Глава CV. Уменьшаются ли размеры кита? Должен ли он исчезнуть с лица земли?



   Поскольку Левиафан плывёт нам навстречу от самых истоков Вечности, уместно будет спросить, не выродился ли он за бессчётные смены своих поколений, не уменьшился ли в размерах в сравнении со своими грандиозными пращурами?
   Однако исследования не только показывают нам, что сегодняшние киты превосходят величиной тех, чьи окаменелые останки обнаружены в третичном периоде (включая строго ограниченный геологический слой, предшествующий появлению человека), но также свидетельствуют о том, что в пределах третичной системы киты, относящиеся к более поздним формациям, крупнее, чем их предки.
   Из всех преадамитовых китов, вырытых на сегодняшний день, самым крупным, безусловно, является алабамский кит, о котором уже упоминалось в предыдущей главе, но и его скелет не насчитывал даже семидесяти футов в длину. В то время как обмеры костяка, принадлежавшего крупному современному киту, дают, как мы уже знаем, семьдесят два фута. А я слышал из уст бывалых китобоев рассказы о кашалотах, которые имели в момент поимки чуть ли не сто футов длины.
   Но, может быть, киты нашего времени, превосходя по величине китов всех предыдущих геологических периодов, успели всё же выродиться со времён Адама?
   Мы, безусловно, вынуждены будем прийти к подобному выводу, если намерены отдавать должное свидетельствам таких джентльменов, как Плиний и прочие натуралисты античности. Ибо Плиний рассказывает нам о китах, чьи живые туши имели площадь в несколько акров, а Улисс Альдровандус[308] повествует о таких, что насчитывали в длину восемьсот футов – прямо не киты, а целые канатные фабрики или темзинскне туннели! Да и во времена Бэнкса и Солэндера – куковских натуралистов – мы встречаем некоего датчанина, члена Академии наук, который приписывал исландскому киту (называемому им reydan-siskur, то есть морщинистобрюхий) сто двадцать ярдов, что даёт триста шестьдесят футов в длину. А французский натуралист Ласепед в самом начале своей подробной истории китообразных (на третьей странице книги) даёт для настоящего кита сто метров, или триста двадцать восемь футов длины. И ведь его труд был напечатан не когда-нибудь, а всего только в 1825 году от рождества Христова.
   Да только найдётся ли такой китобой, который бы поверил этим рассказам? Нет. Сегодняшний кит столь же велик, как и его предки во времена Плиния. И если когда-нибудь я попаду туда, где находится Плиний, я, китолов (во всяком случае, больше китолов, чем он), так и скажу ему прямо в лицо. Потому что я не понимаю, как это выходит: если египетские мумии, похороненные за тысячи лет до того даже, как родился Плиний, не насчитывают в своих гробах столько футов и дюймов, сколько житель нашего Кентукки в носках; и если скот и прочая живность в изображениях на древнейших египетских и ниневийских таблицах[309] ясно показывают нам в своих масштабах, что теперешний породистый, откормленный, призовой смитфилдский скот[310] не только не уступает, но и далеко превосходит по величине тучнейшую из фараоновых тучных коров, – как же перед лицом всего этого мог бы я допустить, будто из всех живых тварей один только кит выродился и измельчал?

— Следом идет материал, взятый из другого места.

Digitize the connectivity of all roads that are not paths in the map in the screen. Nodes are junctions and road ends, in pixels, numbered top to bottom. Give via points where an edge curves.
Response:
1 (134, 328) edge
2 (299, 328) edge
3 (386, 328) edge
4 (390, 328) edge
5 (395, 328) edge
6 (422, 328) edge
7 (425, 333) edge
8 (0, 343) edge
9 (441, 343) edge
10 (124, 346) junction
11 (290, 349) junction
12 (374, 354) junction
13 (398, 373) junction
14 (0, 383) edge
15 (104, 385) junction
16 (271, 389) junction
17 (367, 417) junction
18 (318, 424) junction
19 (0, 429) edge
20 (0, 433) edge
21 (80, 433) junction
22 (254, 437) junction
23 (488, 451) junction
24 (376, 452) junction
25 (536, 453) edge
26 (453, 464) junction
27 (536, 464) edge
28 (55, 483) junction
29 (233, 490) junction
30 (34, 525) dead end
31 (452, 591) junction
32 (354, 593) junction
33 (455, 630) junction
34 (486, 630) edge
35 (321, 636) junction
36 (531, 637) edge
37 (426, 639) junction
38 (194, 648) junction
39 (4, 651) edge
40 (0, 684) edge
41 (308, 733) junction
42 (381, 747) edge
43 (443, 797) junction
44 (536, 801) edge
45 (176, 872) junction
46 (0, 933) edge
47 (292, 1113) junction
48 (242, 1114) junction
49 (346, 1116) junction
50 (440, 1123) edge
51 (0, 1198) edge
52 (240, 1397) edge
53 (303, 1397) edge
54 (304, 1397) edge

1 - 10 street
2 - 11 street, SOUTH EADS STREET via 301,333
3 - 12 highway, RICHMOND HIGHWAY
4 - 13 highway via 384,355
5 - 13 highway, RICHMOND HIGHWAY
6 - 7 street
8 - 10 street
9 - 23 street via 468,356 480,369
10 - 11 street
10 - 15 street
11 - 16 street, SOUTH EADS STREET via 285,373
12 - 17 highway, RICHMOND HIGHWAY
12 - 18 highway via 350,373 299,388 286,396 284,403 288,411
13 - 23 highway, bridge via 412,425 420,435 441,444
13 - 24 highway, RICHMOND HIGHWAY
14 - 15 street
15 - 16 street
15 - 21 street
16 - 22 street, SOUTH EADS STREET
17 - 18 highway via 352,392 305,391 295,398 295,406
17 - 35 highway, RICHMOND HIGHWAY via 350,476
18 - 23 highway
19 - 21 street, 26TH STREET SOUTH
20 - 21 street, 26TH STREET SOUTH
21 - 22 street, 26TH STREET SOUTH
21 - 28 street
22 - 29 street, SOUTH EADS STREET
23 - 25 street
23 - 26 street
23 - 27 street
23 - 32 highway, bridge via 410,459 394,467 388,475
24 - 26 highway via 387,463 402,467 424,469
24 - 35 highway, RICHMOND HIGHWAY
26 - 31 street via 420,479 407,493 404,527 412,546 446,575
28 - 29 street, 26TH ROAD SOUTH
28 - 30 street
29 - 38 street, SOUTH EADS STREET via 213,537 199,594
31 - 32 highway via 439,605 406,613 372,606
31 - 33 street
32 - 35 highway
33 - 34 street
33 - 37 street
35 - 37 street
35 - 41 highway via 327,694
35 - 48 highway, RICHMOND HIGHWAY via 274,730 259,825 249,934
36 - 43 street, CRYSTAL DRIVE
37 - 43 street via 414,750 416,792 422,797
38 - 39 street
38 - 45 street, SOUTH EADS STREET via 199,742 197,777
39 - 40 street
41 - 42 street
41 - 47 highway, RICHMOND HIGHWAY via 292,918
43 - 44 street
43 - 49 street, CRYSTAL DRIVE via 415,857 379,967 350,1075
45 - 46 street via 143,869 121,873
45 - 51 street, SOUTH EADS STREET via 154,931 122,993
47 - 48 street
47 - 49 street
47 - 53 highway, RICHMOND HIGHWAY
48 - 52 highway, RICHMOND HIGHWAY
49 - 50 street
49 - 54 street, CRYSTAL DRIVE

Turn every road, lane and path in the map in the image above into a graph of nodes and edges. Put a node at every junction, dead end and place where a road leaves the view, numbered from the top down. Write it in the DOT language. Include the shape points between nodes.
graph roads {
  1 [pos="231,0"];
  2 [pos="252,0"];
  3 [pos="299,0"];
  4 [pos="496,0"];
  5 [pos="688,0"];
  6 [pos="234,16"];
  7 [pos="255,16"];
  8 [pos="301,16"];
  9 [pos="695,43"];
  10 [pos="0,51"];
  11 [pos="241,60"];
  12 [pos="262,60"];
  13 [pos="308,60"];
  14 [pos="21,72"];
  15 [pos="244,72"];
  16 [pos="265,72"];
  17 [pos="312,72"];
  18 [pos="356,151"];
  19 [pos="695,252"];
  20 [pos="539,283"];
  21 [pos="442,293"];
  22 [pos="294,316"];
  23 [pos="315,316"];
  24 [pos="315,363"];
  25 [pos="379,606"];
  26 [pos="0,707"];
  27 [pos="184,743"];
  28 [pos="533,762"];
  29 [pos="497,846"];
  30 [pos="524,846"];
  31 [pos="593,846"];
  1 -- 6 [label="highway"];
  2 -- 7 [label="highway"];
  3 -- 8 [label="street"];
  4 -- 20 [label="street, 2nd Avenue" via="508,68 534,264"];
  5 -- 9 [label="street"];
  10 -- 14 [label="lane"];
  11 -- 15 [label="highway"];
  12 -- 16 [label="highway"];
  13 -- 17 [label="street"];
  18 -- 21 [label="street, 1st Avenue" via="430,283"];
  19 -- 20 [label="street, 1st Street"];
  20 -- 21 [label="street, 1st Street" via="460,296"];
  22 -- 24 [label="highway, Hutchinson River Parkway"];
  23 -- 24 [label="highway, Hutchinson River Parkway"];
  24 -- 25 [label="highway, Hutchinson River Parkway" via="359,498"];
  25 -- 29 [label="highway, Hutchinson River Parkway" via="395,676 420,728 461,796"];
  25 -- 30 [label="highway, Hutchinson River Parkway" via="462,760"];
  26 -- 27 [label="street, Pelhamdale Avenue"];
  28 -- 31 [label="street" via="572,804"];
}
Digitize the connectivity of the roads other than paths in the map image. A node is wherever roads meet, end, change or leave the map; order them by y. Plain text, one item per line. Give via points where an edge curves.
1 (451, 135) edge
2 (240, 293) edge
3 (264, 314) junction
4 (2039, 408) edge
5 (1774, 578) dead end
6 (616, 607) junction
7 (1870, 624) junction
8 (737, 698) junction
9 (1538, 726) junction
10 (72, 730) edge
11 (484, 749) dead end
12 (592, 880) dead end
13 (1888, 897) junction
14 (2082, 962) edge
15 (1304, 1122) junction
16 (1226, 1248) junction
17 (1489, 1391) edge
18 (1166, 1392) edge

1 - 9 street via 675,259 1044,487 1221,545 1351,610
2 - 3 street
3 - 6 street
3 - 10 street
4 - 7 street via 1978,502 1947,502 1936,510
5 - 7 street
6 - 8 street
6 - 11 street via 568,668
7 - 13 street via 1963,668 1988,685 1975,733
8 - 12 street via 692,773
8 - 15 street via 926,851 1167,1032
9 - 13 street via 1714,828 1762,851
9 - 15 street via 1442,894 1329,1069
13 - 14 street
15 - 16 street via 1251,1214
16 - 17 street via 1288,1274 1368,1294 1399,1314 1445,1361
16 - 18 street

   Но остаётся ещё один вопрос; его часто ставят наиболее тёмные из жителей Нантакета. Быть может, из-за всеведения дозорных на топах мачт китобойцев, проникающих теперь даже в Берингов пролив и в отдалённейшие тайники и секретные сейфы мира; из-за тысячи гарпунов и острог, запускаемых вдоль всех материковых побережий; – возникает вопрос, быть может Левиафану из-за всего этого долго не выстоять против такой широкой облавы и такого беспощадного уничтожения; быть может, он будет в конце концов полностью истреблён по всем морям и океанам, и последний кит, как и последний человек, выкурит последнюю трубку и сам испарится с её последним дымком?
   Если сравнить горбатые стада китов с горбатыми стадами бизонов, которые ещё каких-нибудь сорок лет назад, рассыпавшись на десятки тысяч акров по прериям Иллинойса и Миссури, потрясали железными гривами и грозно метали исподлобья молнии своих взглядов на месте теперешних многолюдных речных столиц, где любезный маклер продаёт вам сегодня землю по доллару за дюйм; при таком сравнении, казалось бы, мы получим неопровержимое доказательство того, что и китам не избежать быстрейшего вымирания.
   Но следует взглянуть на этот вопрос также и в ином свете. Хотя совсем ещё недавно – всего одно человеческое поколение тому назад – численность бизонов в Иллинойсе превосходила численность людского населения в современном Лондоне; и хотя сегодня там не осталось от них ни рога, ни копыта; и хотя причиной этого чудесного исчезновения послужило копьё человека; тем не менее принципиально иной характер охоты на китов решительно не допускает возможности столь же бесславного конца для Левиафанов. Сорок человек на одном китобойце, промышлявшие на кашалотов в течение сорока восьми месяцев, почитают для себя необыкновенной удачей и посылают хвалу господу, если им случится привести домой жир сорока китов. Между тем как в старину во времена канадских и индейских зверобоев Дальнего Запада (где теперь, наконец, тоже восходит солнце), в те времена, когда там лежала девственная пустыня, такое же количество людей, в мокасинах и верхом на коне, а не на корабле, за такое же количество месяцев истребили бы не сорок, а сорок тысяч бизонов, если не больше; – утверждение это, если возникает надобность, может быть подтверждено данными статистики.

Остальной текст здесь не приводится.